== WORK TASK ==
Down to the last line, set down the listing below exactly, apart from its pictures.

== EXCERPTED RECORDS ==

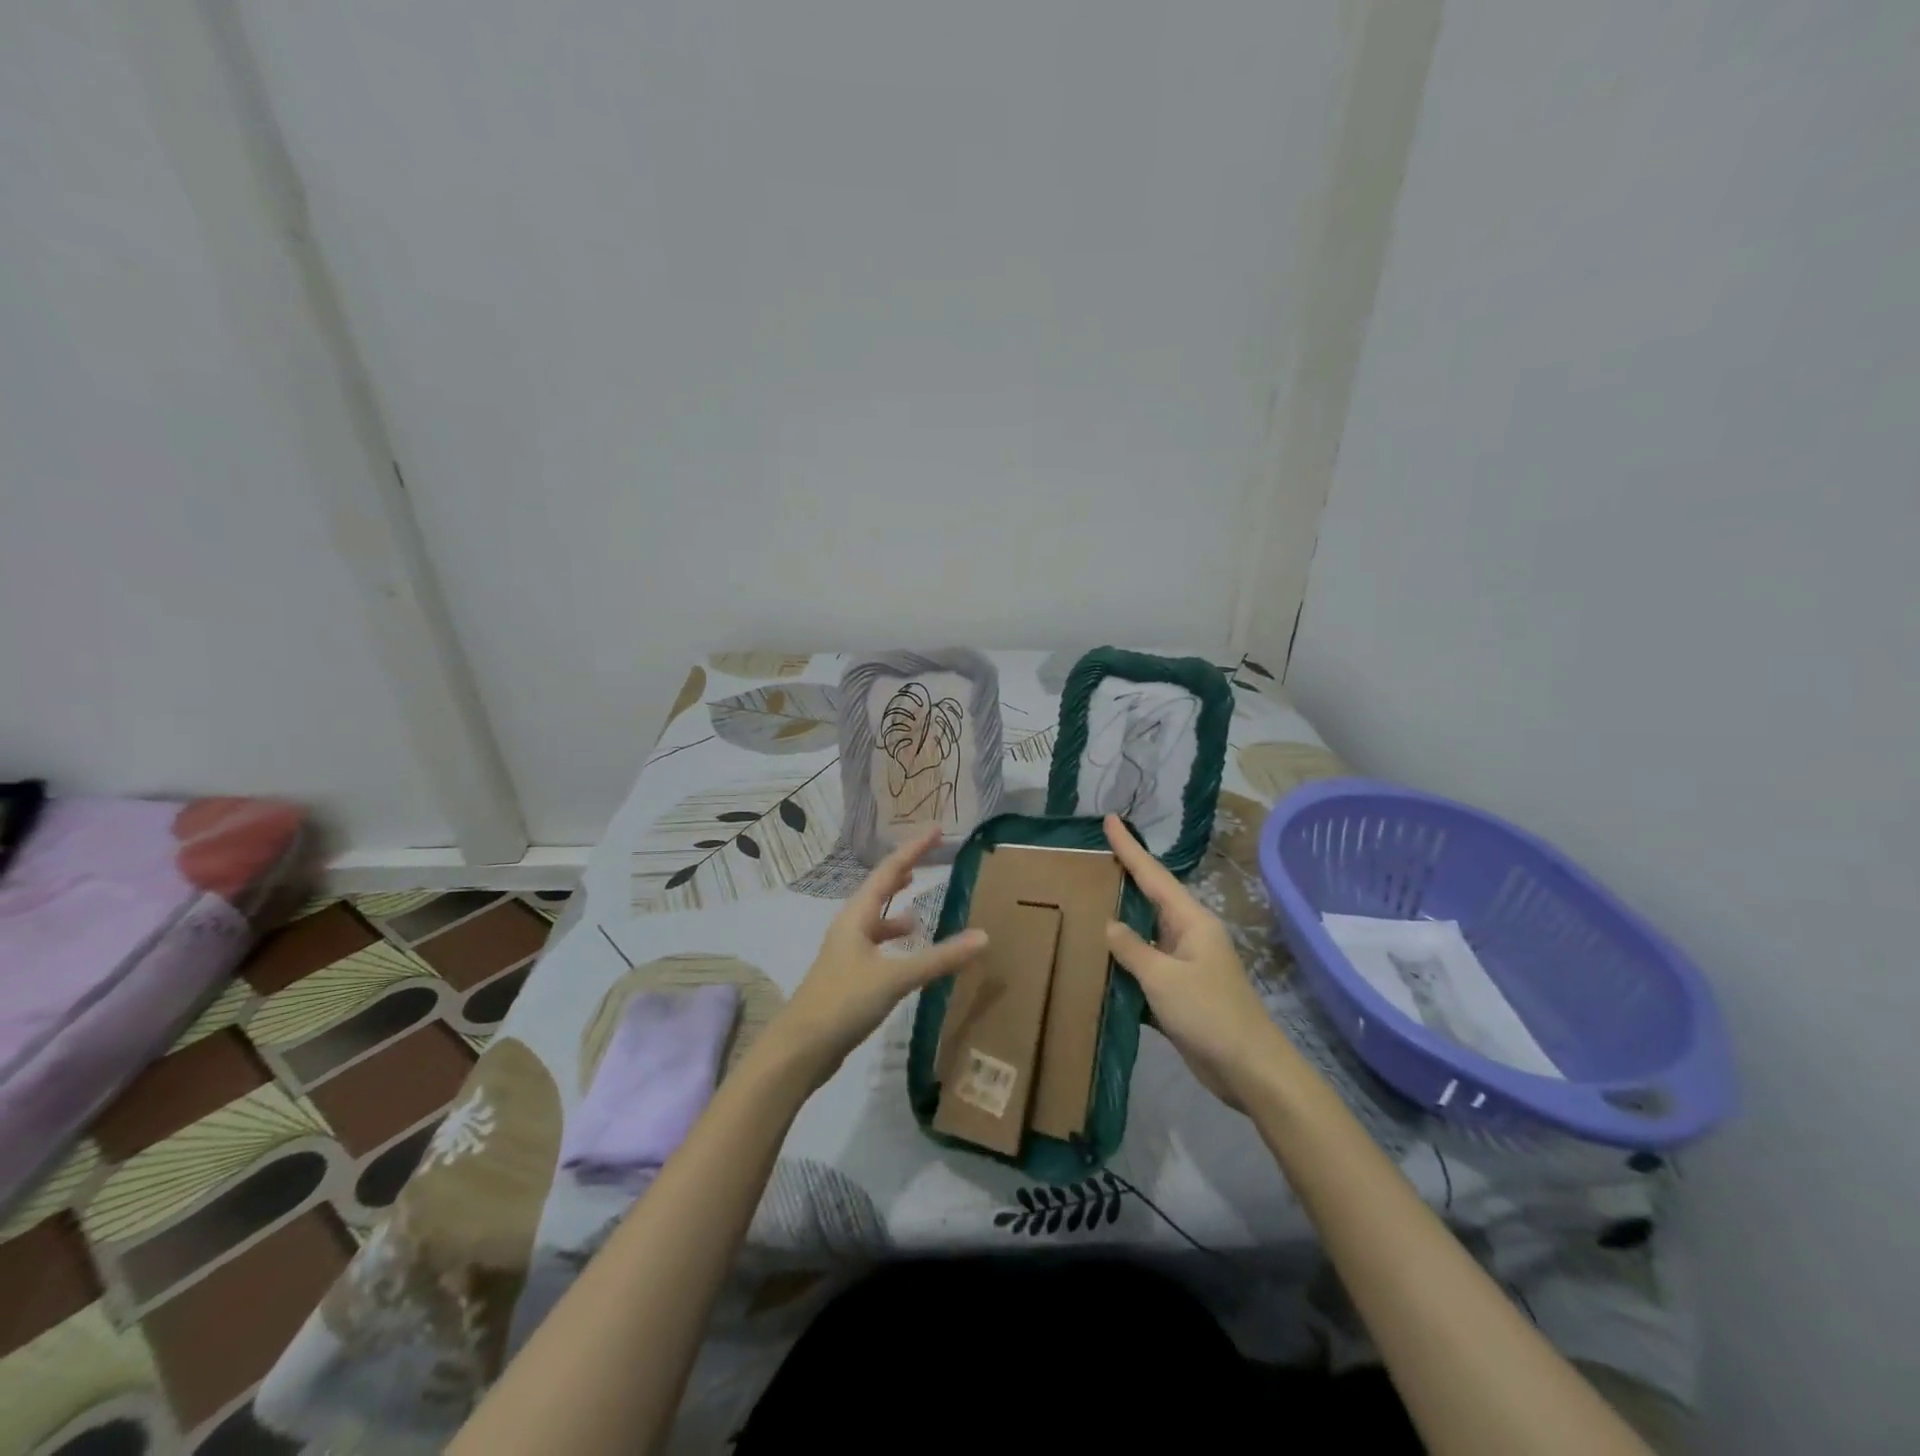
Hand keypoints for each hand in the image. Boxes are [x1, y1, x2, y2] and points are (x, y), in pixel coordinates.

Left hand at [766, 827, 988, 1084]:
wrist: (800, 1048)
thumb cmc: (844, 1001)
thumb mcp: (895, 977)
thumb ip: (939, 958)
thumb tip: (983, 936)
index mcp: (857, 916)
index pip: (888, 871)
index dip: (913, 849)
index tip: (935, 830)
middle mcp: (850, 927)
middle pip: (878, 890)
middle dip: (903, 873)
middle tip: (927, 858)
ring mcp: (847, 953)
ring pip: (875, 920)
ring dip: (896, 910)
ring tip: (919, 908)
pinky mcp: (848, 977)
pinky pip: (876, 946)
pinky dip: (893, 942)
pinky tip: (906, 955)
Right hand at [1103, 814, 1294, 1105]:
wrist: (1248, 1068)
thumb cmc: (1208, 1013)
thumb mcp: (1163, 977)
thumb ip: (1132, 948)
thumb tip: (1110, 924)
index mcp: (1191, 921)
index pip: (1153, 875)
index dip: (1129, 847)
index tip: (1110, 819)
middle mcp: (1189, 934)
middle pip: (1150, 897)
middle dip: (1125, 876)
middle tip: (1093, 855)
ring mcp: (1185, 963)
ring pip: (1145, 931)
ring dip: (1121, 918)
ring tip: (1088, 899)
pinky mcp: (1180, 990)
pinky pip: (1145, 963)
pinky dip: (1124, 958)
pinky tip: (1100, 957)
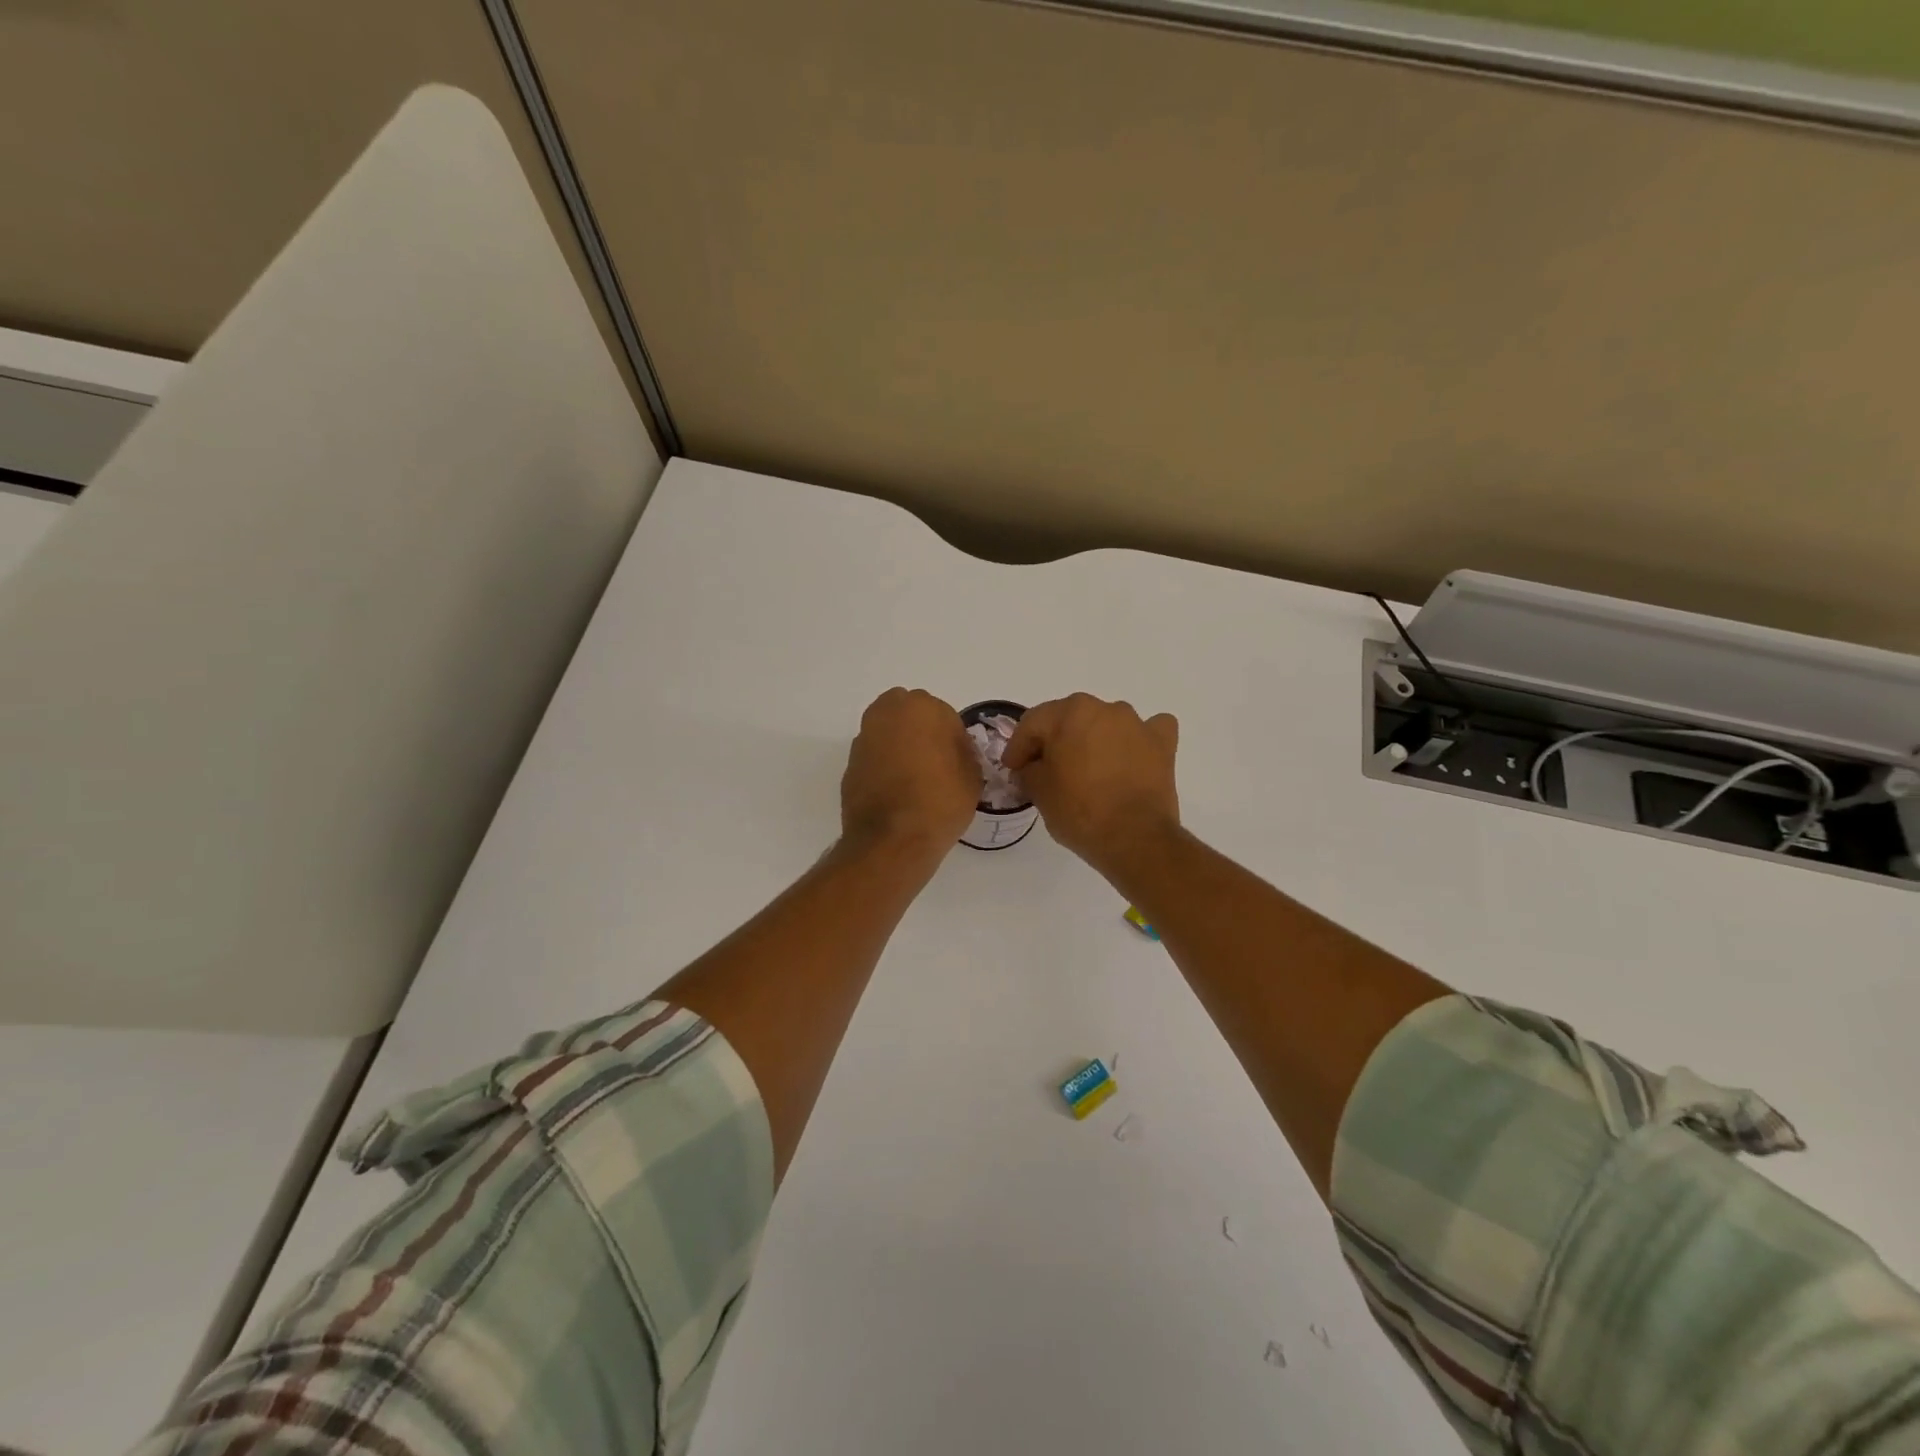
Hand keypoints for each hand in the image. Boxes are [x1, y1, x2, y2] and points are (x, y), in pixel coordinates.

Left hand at [841, 688, 981, 856]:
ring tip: (913, 777)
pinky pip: (873, 756)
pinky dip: (882, 765)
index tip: (957, 761)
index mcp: (922, 708)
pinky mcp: (850, 763)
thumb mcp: (972, 776)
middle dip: (920, 730)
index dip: (952, 738)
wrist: (892, 840)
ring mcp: (864, 737)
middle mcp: (887, 713)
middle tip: (933, 761)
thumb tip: (954, 752)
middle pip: (909, 714)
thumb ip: (963, 753)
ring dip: (898, 744)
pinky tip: (895, 790)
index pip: (944, 715)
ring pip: (887, 732)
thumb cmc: (940, 802)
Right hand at [1003, 694, 1180, 875]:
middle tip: (1044, 770)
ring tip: (1087, 770)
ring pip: (1106, 724)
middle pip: (1069, 719)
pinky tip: (1131, 758)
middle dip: (1055, 741)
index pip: (1033, 723)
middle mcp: (1105, 708)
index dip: (1018, 747)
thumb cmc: (1079, 811)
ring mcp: (1137, 724)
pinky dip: (1137, 741)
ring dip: (1093, 740)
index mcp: (1070, 712)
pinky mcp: (1162, 744)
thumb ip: (1029, 770)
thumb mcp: (1039, 791)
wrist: (1134, 838)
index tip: (1013, 769)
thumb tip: (1031, 768)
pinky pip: (1148, 732)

== YOUR SOLUTION ==
Hand keypoints for each hand in the image. Boxes are [x1, y1, x2, y2] and points are (x, y), in pixel coordinates.

Left hand at [766, 827, 988, 1084]:
wrist: (800, 1048)
thumb cmc: (844, 1001)
thumb mcp: (895, 977)
thumb ip: (939, 958)
thumb tip: (983, 936)
index mcp: (857, 916)
index pip: (888, 871)
index dip: (913, 849)
index tip: (935, 830)
middle mcp: (850, 927)
middle pip: (878, 890)
middle dip: (903, 873)
middle tip: (927, 858)
ring mcp: (847, 953)
ring pip: (875, 920)
ring dip: (896, 910)
ring tip: (919, 908)
pinky mcp: (848, 977)
pinky pip: (876, 946)
pinky dip: (893, 942)
pinky tip: (906, 955)
Right hand at [1103, 814, 1294, 1105]:
wrist: (1248, 1068)
thumb cmc: (1208, 1013)
thumb mcp: (1163, 977)
thumb ip: (1132, 948)
thumb tip: (1110, 924)
index mcp: (1191, 921)
index pip: (1153, 875)
index dip: (1129, 847)
index tip: (1110, 819)
middle mcp: (1189, 934)
middle pip: (1150, 897)
middle dip: (1125, 876)
middle tip: (1093, 855)
ring mcp: (1185, 963)
ring pip: (1145, 931)
ring dip: (1121, 918)
ring tip: (1088, 899)
pinky mcp: (1180, 990)
pinky pip: (1145, 963)
pinky dip: (1124, 958)
pinky tip: (1100, 957)
Hand keypoints for each hand in the image. Boxes are [x1, y1, x2, y2] and points are (x, y), in pixel coordinates.

Left hand at [841, 688, 981, 856]:
ring tip: (913, 777)
pinky pip: (873, 756)
pinky dip: (882, 765)
index tip: (957, 761)
index mcp: (922, 708)
pinky mcp: (850, 763)
thumb mcp: (972, 776)
middle dip: (920, 730)
index dip: (952, 738)
wrist: (892, 840)
ring mcp: (864, 737)
middle mcp: (887, 713)
middle tip: (933, 761)
thumb tip: (954, 752)
middle pip: (909, 714)
thumb ip: (963, 753)
ring dip: (898, 744)
pinky tip: (895, 790)
index pip: (944, 715)
ring pip: (887, 732)
thumb cmc: (940, 802)
Right hand at [1003, 694, 1180, 875]:
middle tip: (1044, 770)
ring tip: (1087, 770)
ring pip: (1106, 724)
middle pip: (1069, 719)
pinky tip: (1131, 758)
middle dip: (1055, 741)
index pip: (1033, 723)
middle mcp: (1105, 708)
index dip: (1018, 747)
thumb cmc: (1079, 811)
ring mcp: (1137, 724)
pinky dip: (1137, 741)
ring dip: (1093, 740)
index mcp: (1070, 712)
pinky mcp: (1162, 744)
thumb ip: (1029, 770)
thumb mcp: (1039, 791)
wrist: (1134, 838)
index tip: (1013, 769)
thumb tip: (1031, 768)
pinky pip: (1148, 732)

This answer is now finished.